Start of Excerpted records

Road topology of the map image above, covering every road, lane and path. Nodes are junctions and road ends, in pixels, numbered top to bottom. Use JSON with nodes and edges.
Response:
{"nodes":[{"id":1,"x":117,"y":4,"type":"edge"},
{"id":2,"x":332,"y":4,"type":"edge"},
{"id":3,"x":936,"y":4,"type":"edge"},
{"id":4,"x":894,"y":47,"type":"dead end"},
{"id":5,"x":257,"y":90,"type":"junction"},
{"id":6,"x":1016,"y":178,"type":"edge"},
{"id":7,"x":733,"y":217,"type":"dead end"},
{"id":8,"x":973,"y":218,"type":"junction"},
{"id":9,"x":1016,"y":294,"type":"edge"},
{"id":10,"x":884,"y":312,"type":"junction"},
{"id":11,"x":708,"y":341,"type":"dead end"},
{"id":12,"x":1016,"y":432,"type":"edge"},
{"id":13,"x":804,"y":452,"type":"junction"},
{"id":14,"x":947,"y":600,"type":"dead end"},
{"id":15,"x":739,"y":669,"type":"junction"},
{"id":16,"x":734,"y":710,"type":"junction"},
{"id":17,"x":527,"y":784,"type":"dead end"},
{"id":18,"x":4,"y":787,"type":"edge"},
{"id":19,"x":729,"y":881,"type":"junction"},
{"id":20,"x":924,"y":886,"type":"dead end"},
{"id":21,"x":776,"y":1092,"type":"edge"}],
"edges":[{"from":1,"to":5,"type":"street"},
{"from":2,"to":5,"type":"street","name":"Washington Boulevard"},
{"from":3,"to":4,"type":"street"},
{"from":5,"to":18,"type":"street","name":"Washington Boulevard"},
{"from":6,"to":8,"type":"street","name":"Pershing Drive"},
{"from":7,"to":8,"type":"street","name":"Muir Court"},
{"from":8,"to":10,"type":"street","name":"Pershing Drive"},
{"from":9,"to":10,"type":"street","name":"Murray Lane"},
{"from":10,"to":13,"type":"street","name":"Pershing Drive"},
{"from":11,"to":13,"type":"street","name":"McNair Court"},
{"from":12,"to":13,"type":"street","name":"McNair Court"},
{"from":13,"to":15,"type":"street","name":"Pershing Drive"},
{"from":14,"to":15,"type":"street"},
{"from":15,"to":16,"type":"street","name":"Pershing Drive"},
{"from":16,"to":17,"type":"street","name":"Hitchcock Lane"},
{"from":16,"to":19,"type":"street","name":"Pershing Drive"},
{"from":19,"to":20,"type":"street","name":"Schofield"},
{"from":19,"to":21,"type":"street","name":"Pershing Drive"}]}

End of Excerpted records
Start of Excerpted records

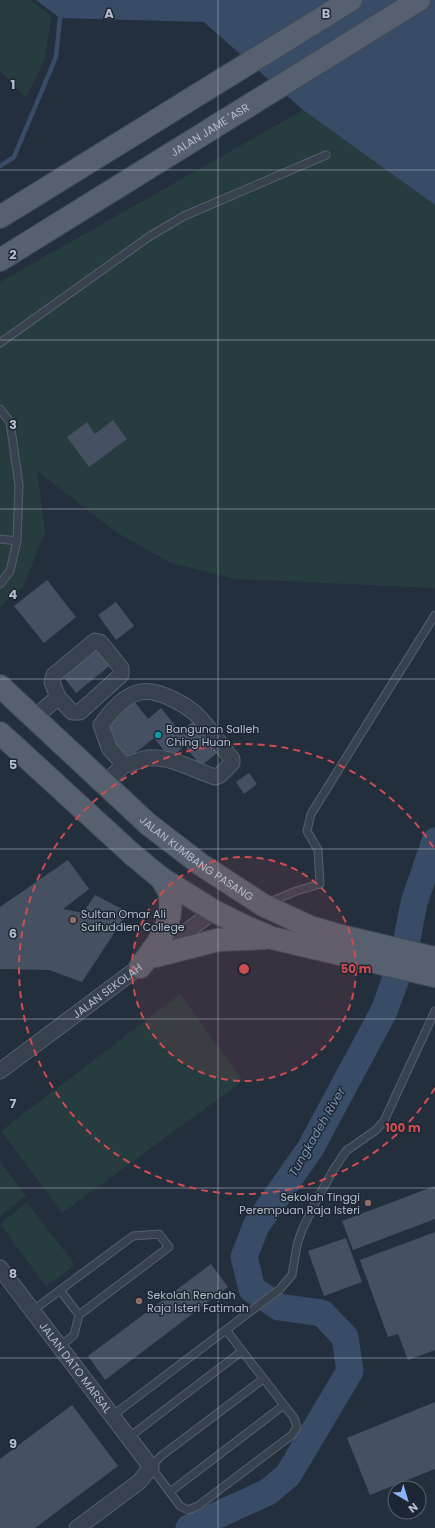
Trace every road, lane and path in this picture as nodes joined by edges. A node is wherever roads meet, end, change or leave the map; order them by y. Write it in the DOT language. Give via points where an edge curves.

End of Excerpted records

(What you should do): Where the string "every" shows up in the listing above, copy the line that holds it.

(Written answer):
Road topology of the map image above, covering every road, lane and path. Nodes are junctions and road ends, in pixels, numbered top to bottom. Use JSON with nodes and edges.
Trace every road, lane and path in this picture as nodes joined by edges. A node is wherever roads meet, end, change or leave the map; order them by y. Write it in the DOT language. Give via points where an edge curves.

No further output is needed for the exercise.